## Raw data
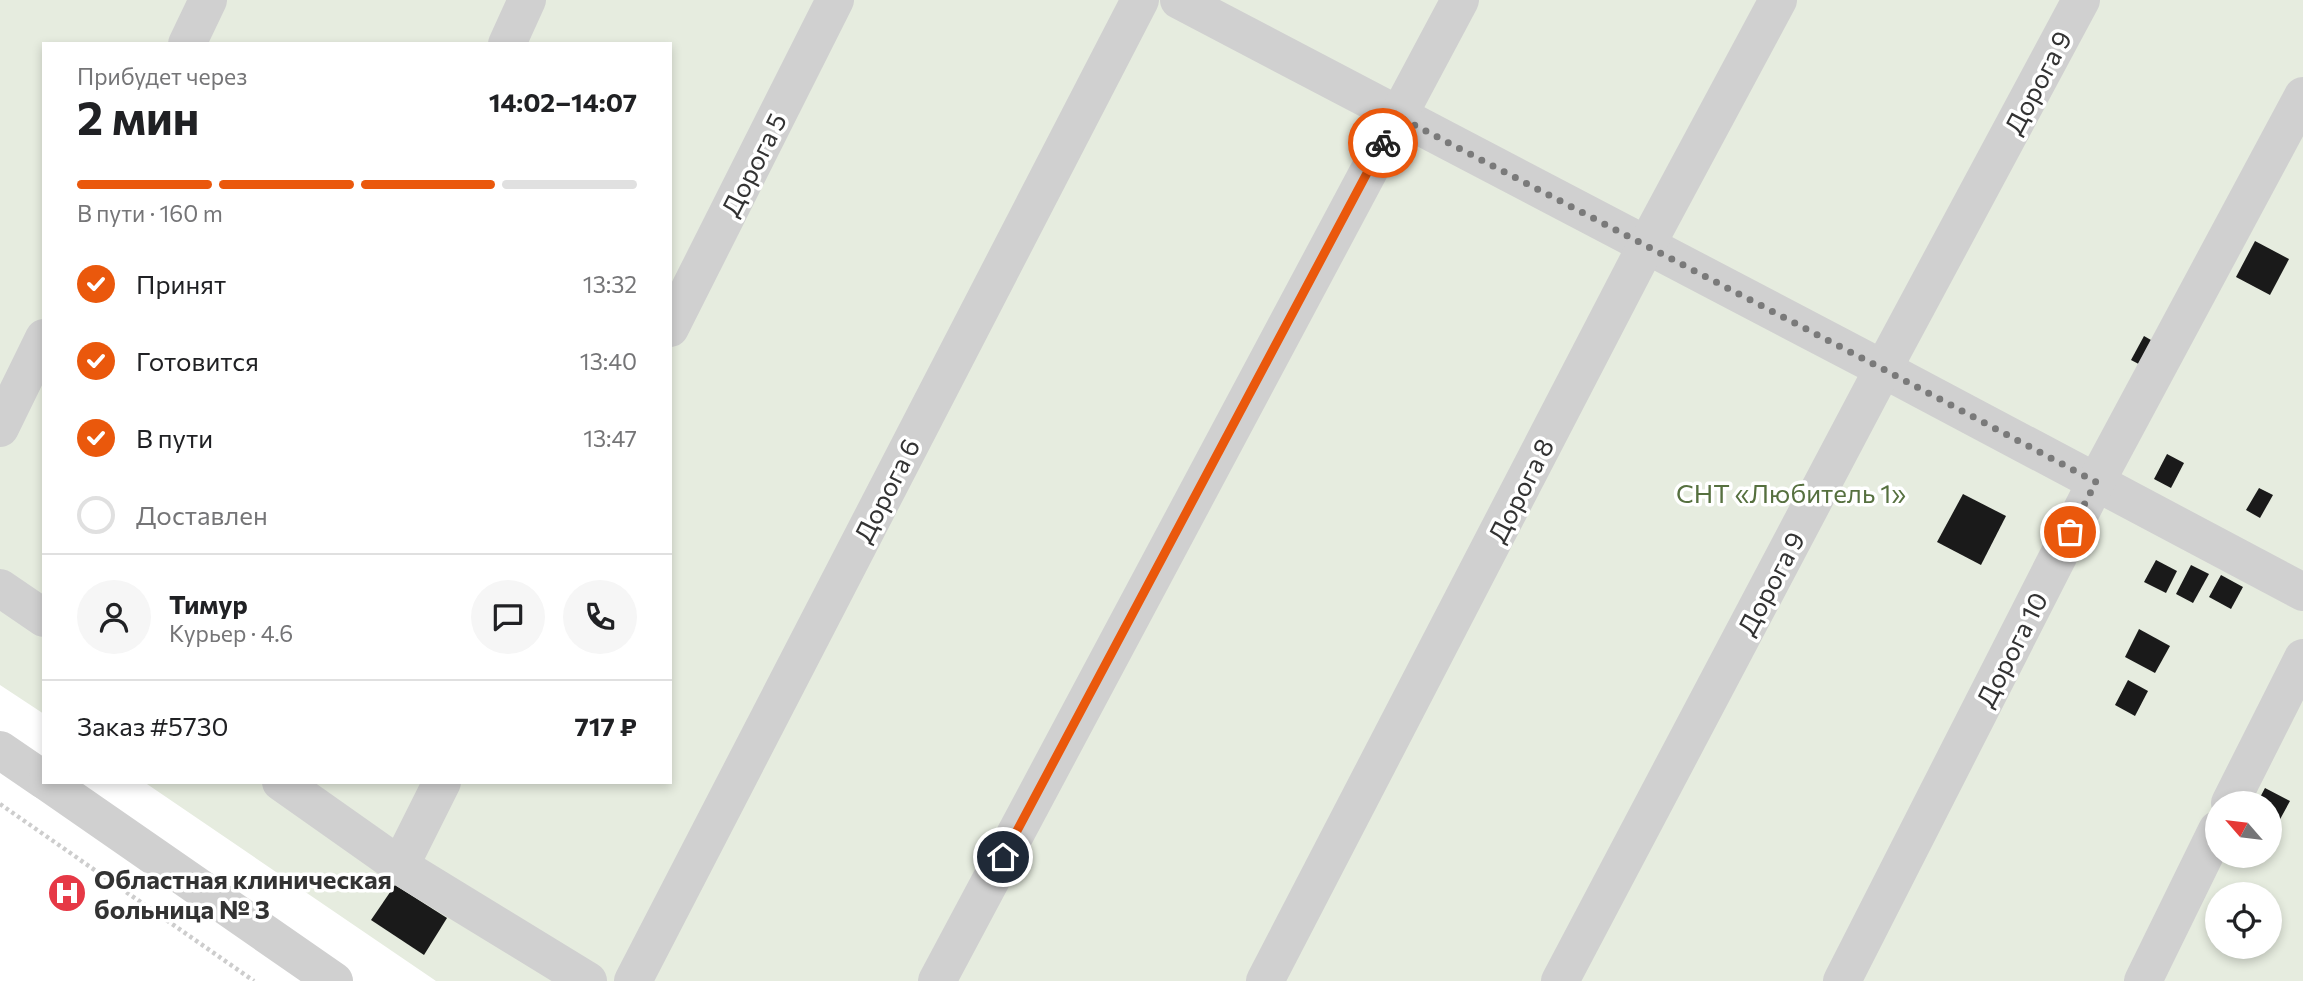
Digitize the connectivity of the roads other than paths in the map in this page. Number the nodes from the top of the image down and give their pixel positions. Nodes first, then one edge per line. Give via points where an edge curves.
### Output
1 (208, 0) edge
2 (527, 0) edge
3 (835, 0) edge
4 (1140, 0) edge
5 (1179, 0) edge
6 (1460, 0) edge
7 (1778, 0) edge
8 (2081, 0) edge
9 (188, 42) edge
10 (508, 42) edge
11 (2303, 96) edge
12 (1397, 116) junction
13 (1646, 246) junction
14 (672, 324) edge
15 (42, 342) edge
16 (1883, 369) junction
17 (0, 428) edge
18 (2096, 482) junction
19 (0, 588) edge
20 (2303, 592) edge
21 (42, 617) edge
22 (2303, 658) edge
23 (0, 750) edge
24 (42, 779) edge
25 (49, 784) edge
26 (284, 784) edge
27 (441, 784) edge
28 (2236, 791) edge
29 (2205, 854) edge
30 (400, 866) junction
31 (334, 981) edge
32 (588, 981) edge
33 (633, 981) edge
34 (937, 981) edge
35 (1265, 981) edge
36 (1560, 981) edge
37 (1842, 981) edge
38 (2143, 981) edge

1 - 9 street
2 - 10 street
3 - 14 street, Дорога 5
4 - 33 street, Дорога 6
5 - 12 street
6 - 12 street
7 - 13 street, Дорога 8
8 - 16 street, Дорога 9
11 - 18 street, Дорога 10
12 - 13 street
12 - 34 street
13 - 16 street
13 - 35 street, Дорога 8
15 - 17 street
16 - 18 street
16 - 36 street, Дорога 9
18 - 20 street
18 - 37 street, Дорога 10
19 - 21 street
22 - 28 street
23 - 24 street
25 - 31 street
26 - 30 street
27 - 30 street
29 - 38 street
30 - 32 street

## Goal of the exercise
Print the full listing above again with exact wording and no images.

## Answer area
Digitize the connectivity of the roads other than paths in the map in this page. Number the nodes from the top of the image down and give their pixel positions. Nodes first, then one edge per line. Give via points where an edge curves.
### Output
1 (208, 0) edge
2 (527, 0) edge
3 (835, 0) edge
4 (1140, 0) edge
5 (1179, 0) edge
6 (1460, 0) edge
7 (1778, 0) edge
8 (2081, 0) edge
9 (188, 42) edge
10 (508, 42) edge
11 (2303, 96) edge
12 (1397, 116) junction
13 (1646, 246) junction
14 (672, 324) edge
15 (42, 342) edge
16 (1883, 369) junction
17 (0, 428) edge
18 (2096, 482) junction
19 (0, 588) edge
20 (2303, 592) edge
21 (42, 617) edge
22 (2303, 658) edge
23 (0, 750) edge
24 (42, 779) edge
25 (49, 784) edge
26 (284, 784) edge
27 (441, 784) edge
28 (2236, 791) edge
29 (2205, 854) edge
30 (400, 866) junction
31 (334, 981) edge
32 (588, 981) edge
33 (633, 981) edge
34 (937, 981) edge
35 (1265, 981) edge
36 (1560, 981) edge
37 (1842, 981) edge
38 (2143, 981) edge

1 - 9 street
2 - 10 street
3 - 14 street, Дорога 5
4 - 33 street, Дорога 6
5 - 12 street
6 - 12 street
7 - 13 street, Дорога 8
8 - 16 street, Дорога 9
11 - 18 street, Дорога 10
12 - 13 street
12 - 34 street
13 - 16 street
13 - 35 street, Дорога 8
15 - 17 street
16 - 18 street
16 - 36 street, Дорога 9
18 - 20 street
18 - 37 street, Дорога 10
19 - 21 street
22 - 28 street
23 - 24 street
25 - 31 street
26 - 30 street
27 - 30 street
29 - 38 street
30 - 32 street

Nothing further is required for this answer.